* **TASK DETAILS**: Lines below that hold the word "down" must be copied in full.

* **DATA IN THIS EXERCISE**:

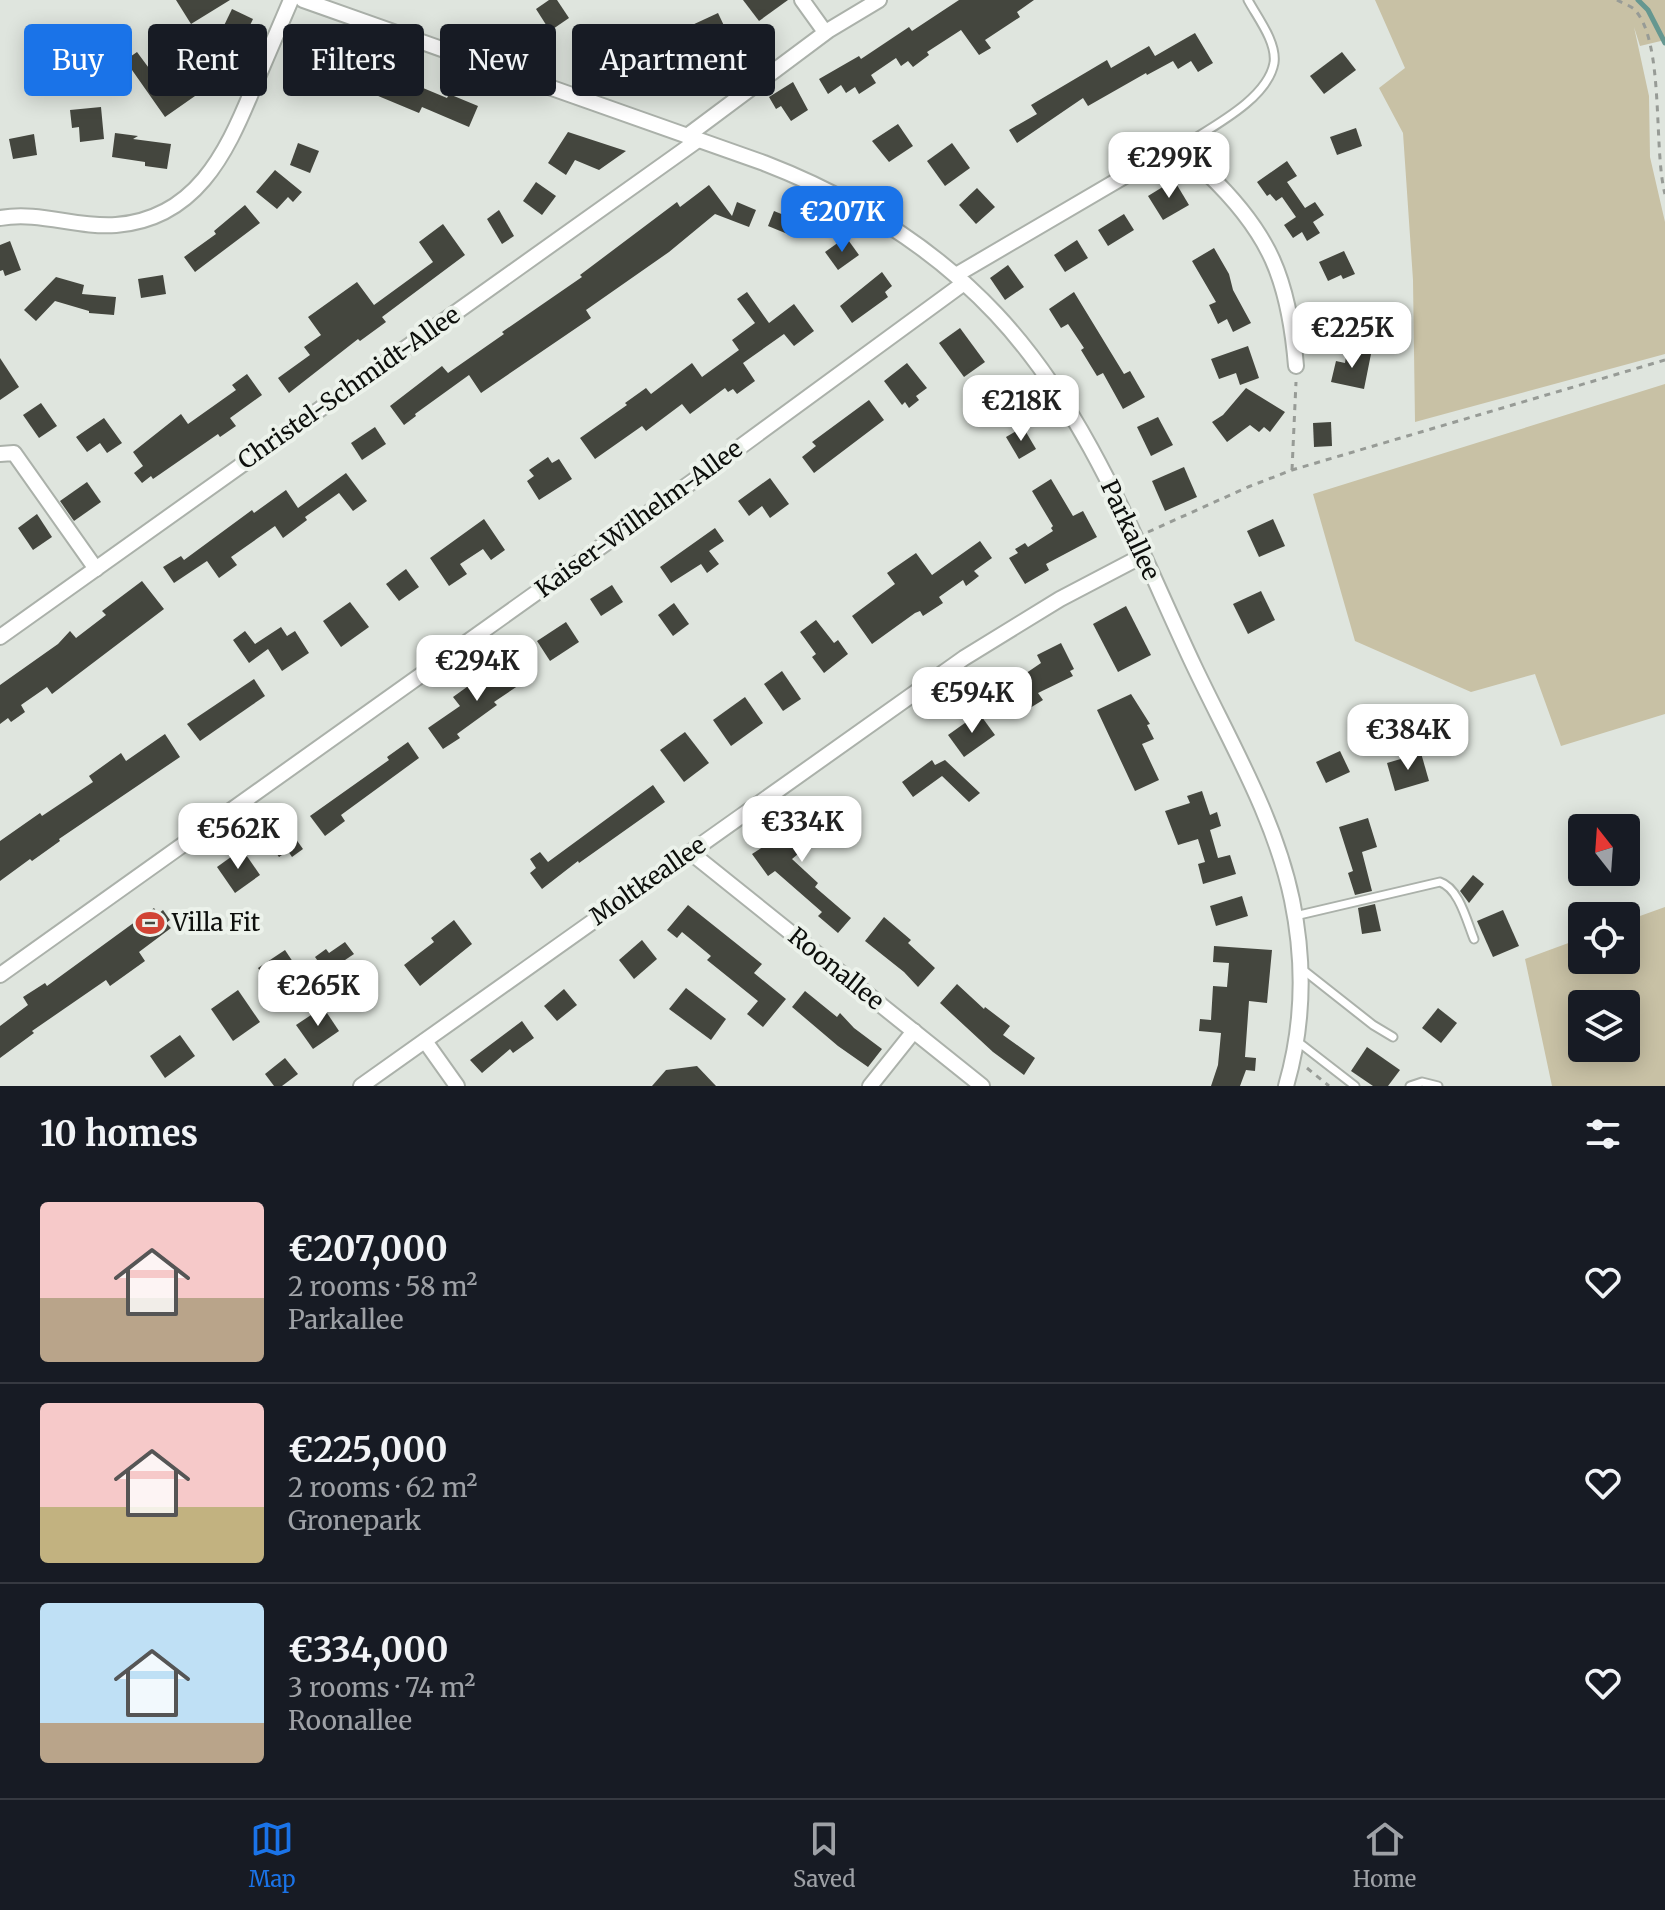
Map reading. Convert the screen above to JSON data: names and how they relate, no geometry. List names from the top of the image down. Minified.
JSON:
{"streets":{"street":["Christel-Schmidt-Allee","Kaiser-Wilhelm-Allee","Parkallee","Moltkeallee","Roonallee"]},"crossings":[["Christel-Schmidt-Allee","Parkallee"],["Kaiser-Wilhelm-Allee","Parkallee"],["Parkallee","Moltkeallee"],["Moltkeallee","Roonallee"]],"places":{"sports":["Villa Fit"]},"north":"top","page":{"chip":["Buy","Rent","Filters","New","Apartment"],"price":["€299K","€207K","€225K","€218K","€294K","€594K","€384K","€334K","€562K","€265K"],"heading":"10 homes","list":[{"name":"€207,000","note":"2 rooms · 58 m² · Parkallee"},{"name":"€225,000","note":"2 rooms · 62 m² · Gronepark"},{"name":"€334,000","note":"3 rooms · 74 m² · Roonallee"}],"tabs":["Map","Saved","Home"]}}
...
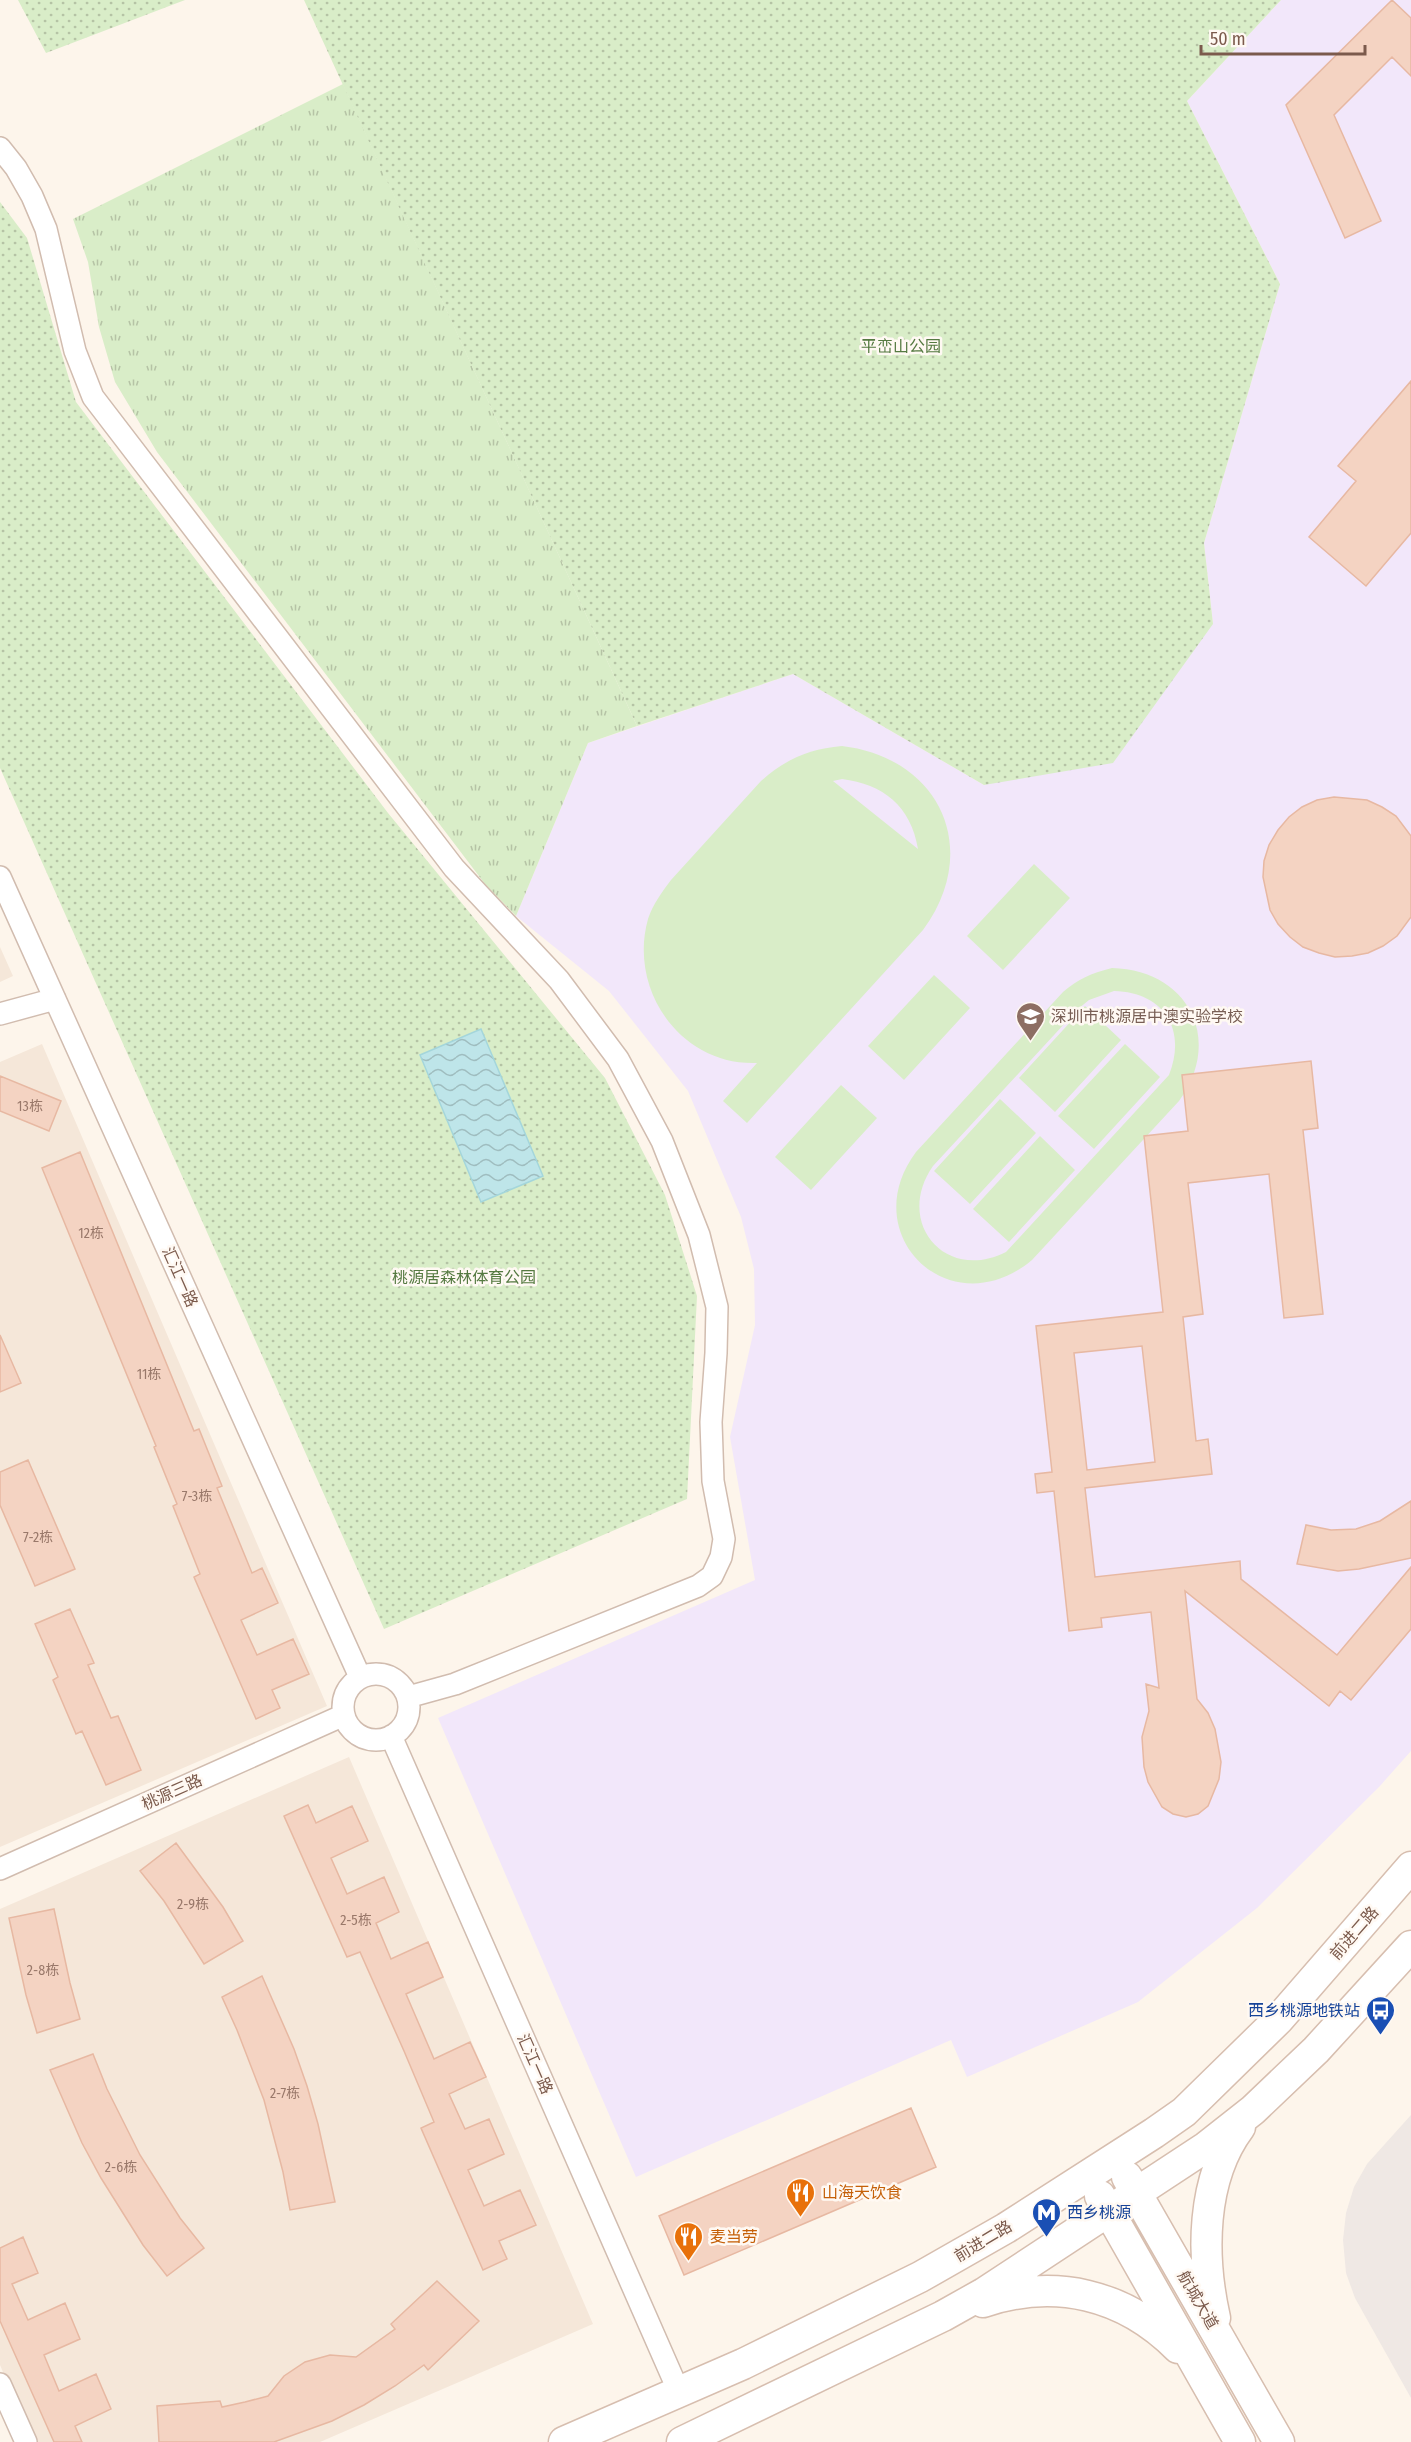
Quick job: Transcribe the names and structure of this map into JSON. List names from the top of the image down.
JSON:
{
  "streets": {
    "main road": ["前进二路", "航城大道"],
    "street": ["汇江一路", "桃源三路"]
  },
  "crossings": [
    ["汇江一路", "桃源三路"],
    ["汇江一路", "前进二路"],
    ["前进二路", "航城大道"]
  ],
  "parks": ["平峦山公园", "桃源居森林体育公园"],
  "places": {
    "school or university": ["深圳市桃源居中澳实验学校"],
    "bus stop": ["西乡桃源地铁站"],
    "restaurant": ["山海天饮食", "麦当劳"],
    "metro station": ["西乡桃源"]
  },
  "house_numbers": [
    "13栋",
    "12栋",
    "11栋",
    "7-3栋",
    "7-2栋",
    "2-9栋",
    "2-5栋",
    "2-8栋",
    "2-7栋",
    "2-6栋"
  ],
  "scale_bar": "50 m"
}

* **RESPONSE BOX**:
Map reading. Convert the screen above to JSON data: names and how they relate, no geometry. List names from the top of the image down. Minified.
Quick job: Transcribe the names and structure of this map into JSON. List names from the top of the image down.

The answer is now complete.